Ironman triathletes compete in a series of three daunting events—a 2.4-mile swim, 112-mile bike ride, and a 26.2-mile run. So, naturally, all that exertion translates to a lot of hydration, right? Maybe not, according to some new research.
Long-distance triathletes and marathon runners actually run the severe risk of drinking too much water and causing hyponatremia, condition when the sodium in an athlete's blood plummets to a dangerously low levels, according to researchers at the University Hospital of Cologne in Germany. It's a hydration tightrope: Too little water, and athletes risk dehydration; too much water, and they could seriously throw their electrolytes off balance.

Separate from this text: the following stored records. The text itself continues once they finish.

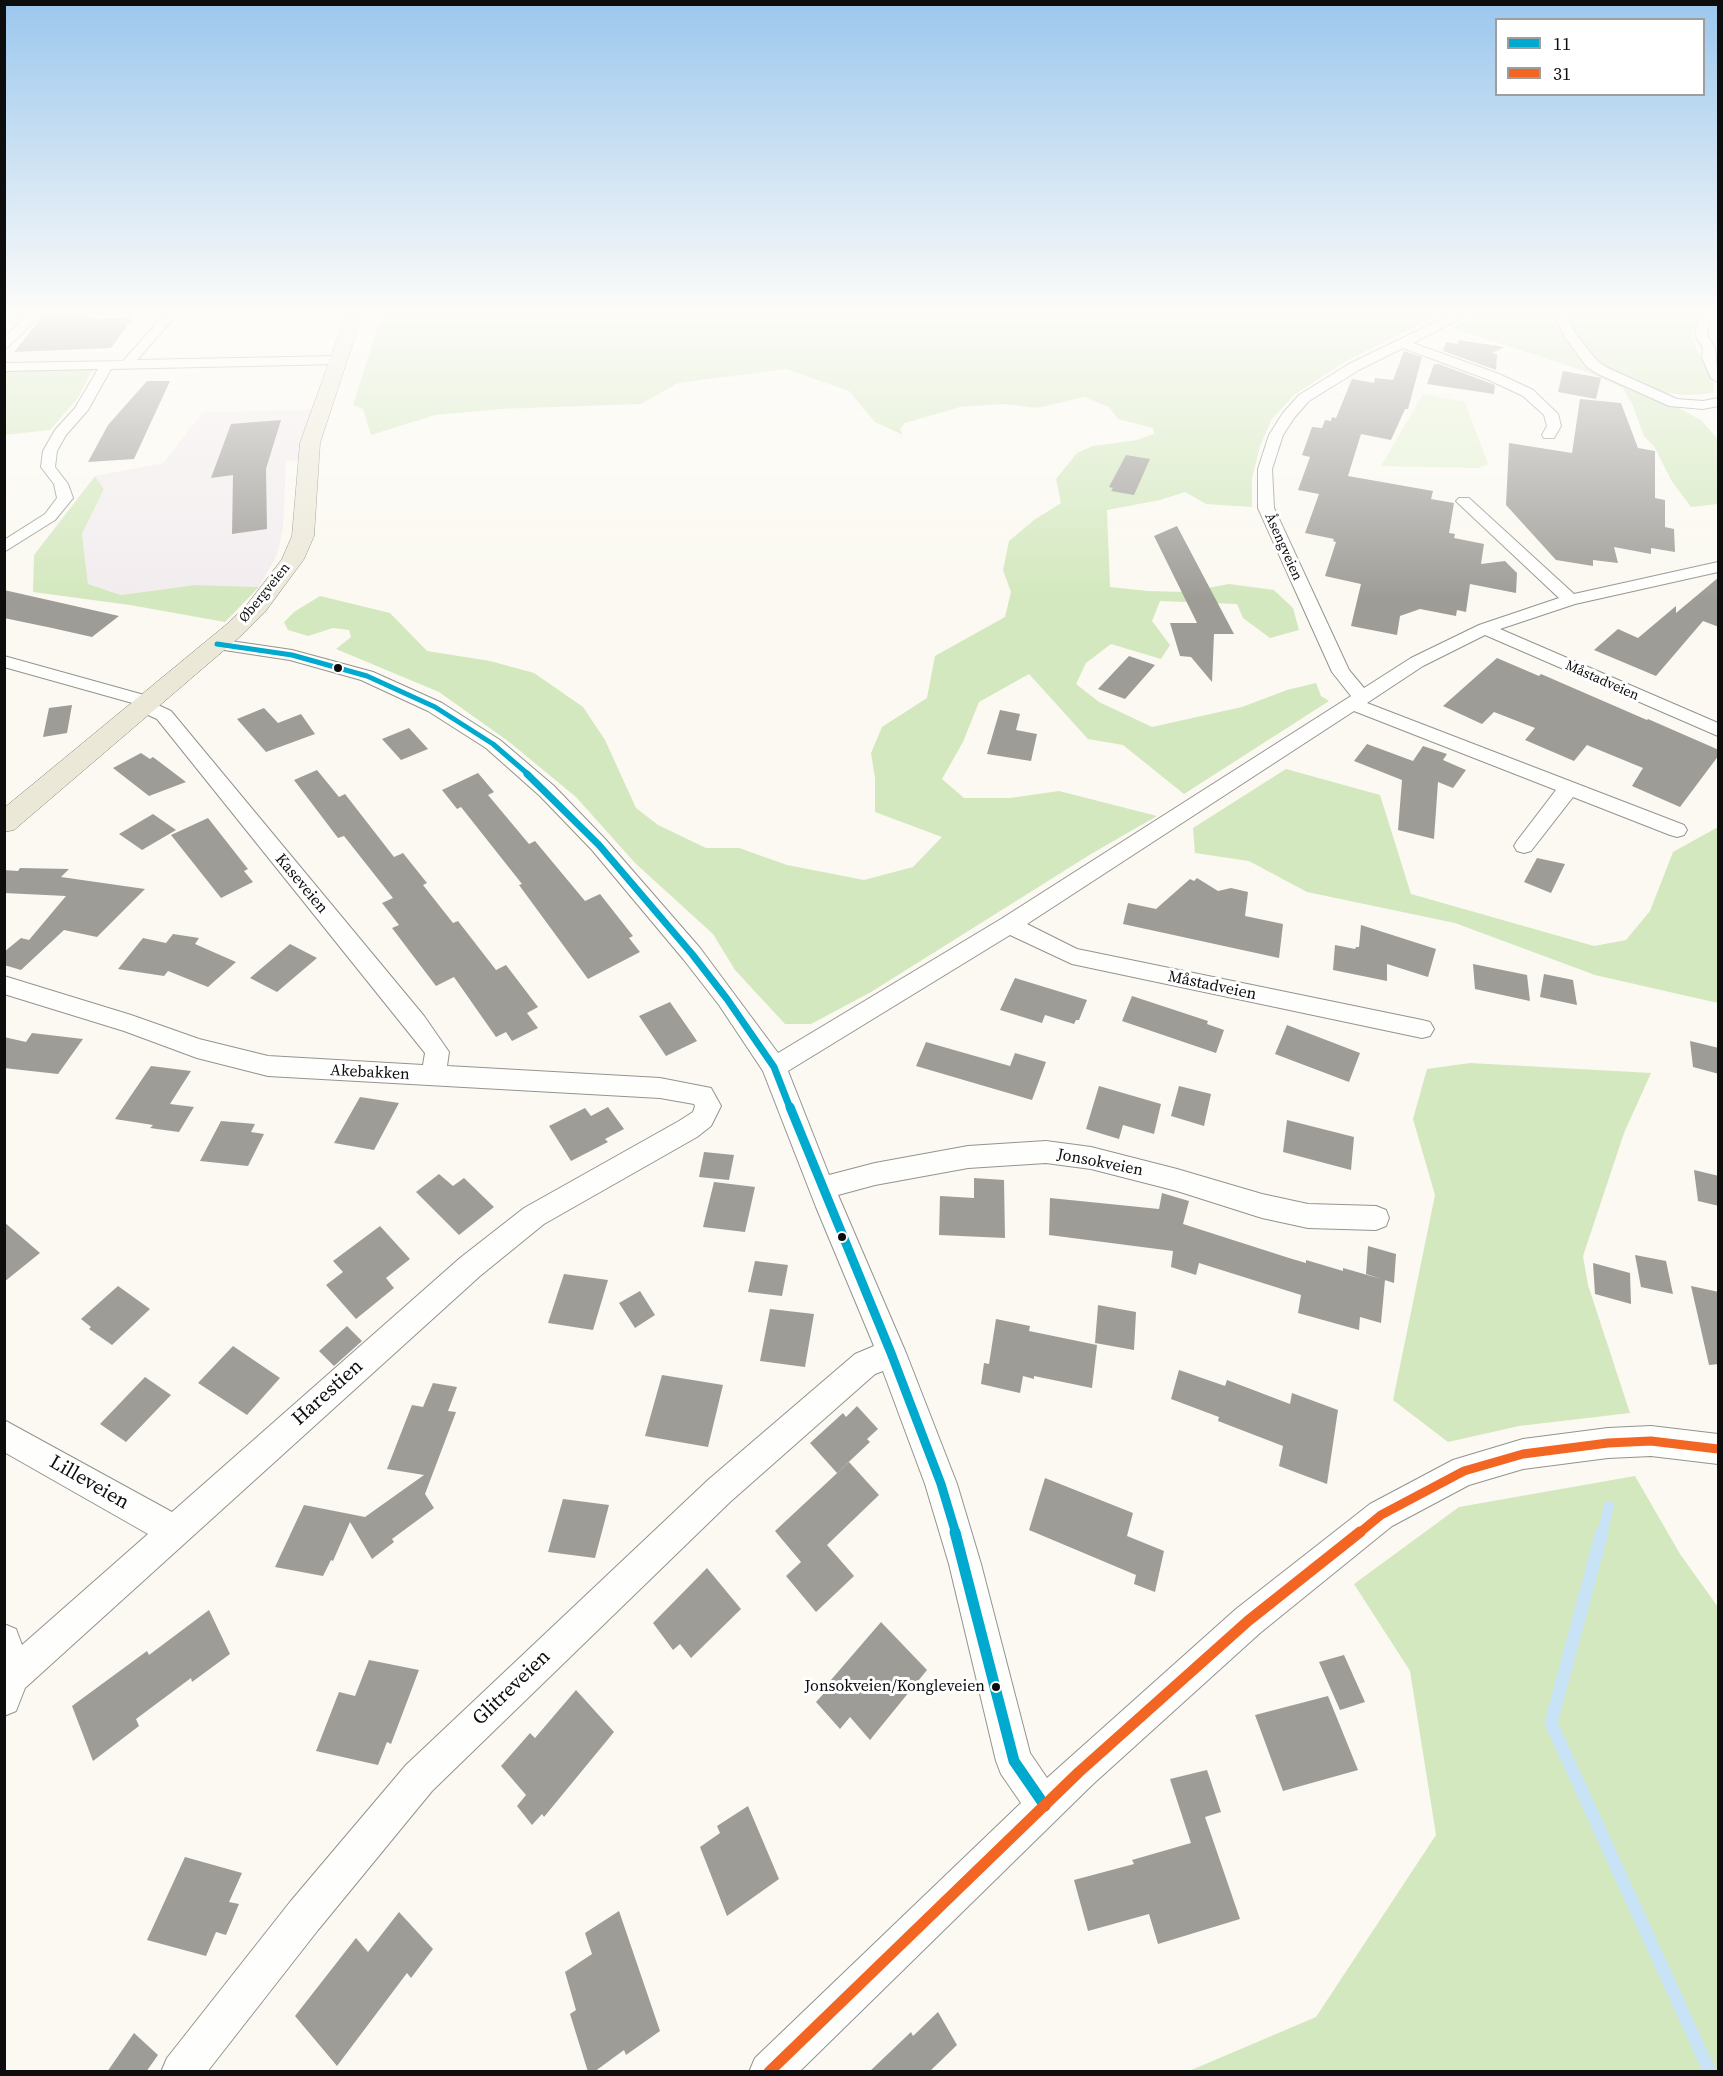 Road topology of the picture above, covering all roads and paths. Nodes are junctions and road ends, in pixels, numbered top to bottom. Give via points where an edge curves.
1 (83, 406) edge
2 (323, 406) edge
3 (1297, 406) edge
4 (1542, 406) edge
5 (1549, 435) dead end
6 (1464, 501) dead end
7 (4, 547) edge
8 (1719, 567) edge
9 (1570, 600) junction
10 (235, 629) junction
11 (1485, 629) junction
12 (217, 644) junction
13 (292, 655) junction
14 (4, 661) edge
15 (1357, 700) junction
16 (146, 704) junction
17 (1719, 730) edge
18 (1569, 788) junction
19 (4, 823) edge
20 (1677, 830) dead end
21 (1524, 846) dead end
22 (1009, 925) junction
23 (4, 985) edge
24 (1422, 1029) dead end
25 (774, 1067) junction
26 (433, 1076) junction
27 (688, 1129) joint
28 (822, 1188) junction
29 (1376, 1218) dead end
30 (891, 1353) junction
31 (4, 1435) edge
32 (1719, 1449) edge
33 (174, 1531) junction
34 (4, 1641) edge
35 (8, 1688) edge
36 (1045, 1806) junction
37 (181, 2072) edge
38 (769, 2072) edge

1 - 7 street via 50,451 48,467 61,484 65,498 50,517
2 - 10 main road, Øbergveien via 310,443 303,536 278,581
3 - 15 street, Åsengveien via 1276,435 1265,469 1266,508
4 - 5 street via 1551,414 1554,426
6 - 9 street
8 - 9 street
9 - 11 street
10 - 12 main road, Øbergveien
10 - 13 street
11 - 15 street via 1417,663
11 - 17 street, Måstadveien
12 - 13 street
12 - 16 main road, Øbergveien
13 - 25 street via 402,690 464,725 547,790 692,954
14 - 16 street
15 - 18 street
15 - 22 street
16 - 19 main road, Øbergveien
16 - 26 street, Kaseveien via 164,715 416,1023 437,1052
18 - 20 street
18 - 21 street
22 - 24 street, Måstadveien via 1072,956
22 - 25 street
23 - 26 street, Akebakken via 197,1048 268,1066
25 - 28 street
26 - 27 street, Akebakken via 690,1091 702,1095 708,1106 702,1119
27 - 33 street, Harestien via 534,1216 458,1278
28 - 29 street, Jonsokveien via 968,1156 1046,1152 1091,1158 1308,1216
28 - 30 street
30 - 36 street via 941,1484 1014,1761
30 - 37 street, Glitreveien via 866,1364 719,1491 418,1778
31 - 33 street, Lilleveien
32 - 36 street via 1651,1441 1608,1443 1523,1454 1464,1471 1381,1515 1248,1621
33 - 35 street, Harestien
34 - 35 street
36 - 38 street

Experts warn that severe hyponatremia can be potentially life-threatenting, according to a CBS report. Hyponatremia can produce nausea, weakness, a drop in glood pressure, and even seizures, according to The National Kidney Foundation. In the case of a 22-year-old fitness instructor who collapsed and died after finishing the 2007 London Marathon, the cause of death was found to be hyponatremia, reported The Wall Street Journal.
In one experiment, researchers analyzed blood samples taken post-race from participants of the Ironman European Championship from 2005 to 2013. The study revealed that out of all 1,089 of the participants tested, roughly 10 % (115 triathletes) documented hyponatremia, and 0.3% (3 triathletes) had severe cases of hyponatremia. The findings led the researchers to conclude that the condition is a serious health risk that threatens participants of long-distance races.
How you can cheat death-by-overhydration at your next big race: experts recommend that you drink only when thirsty, or choose hydration that helps replenish necessary electrolytes—sodium, plus potassium and magnesium—as you rehydrate.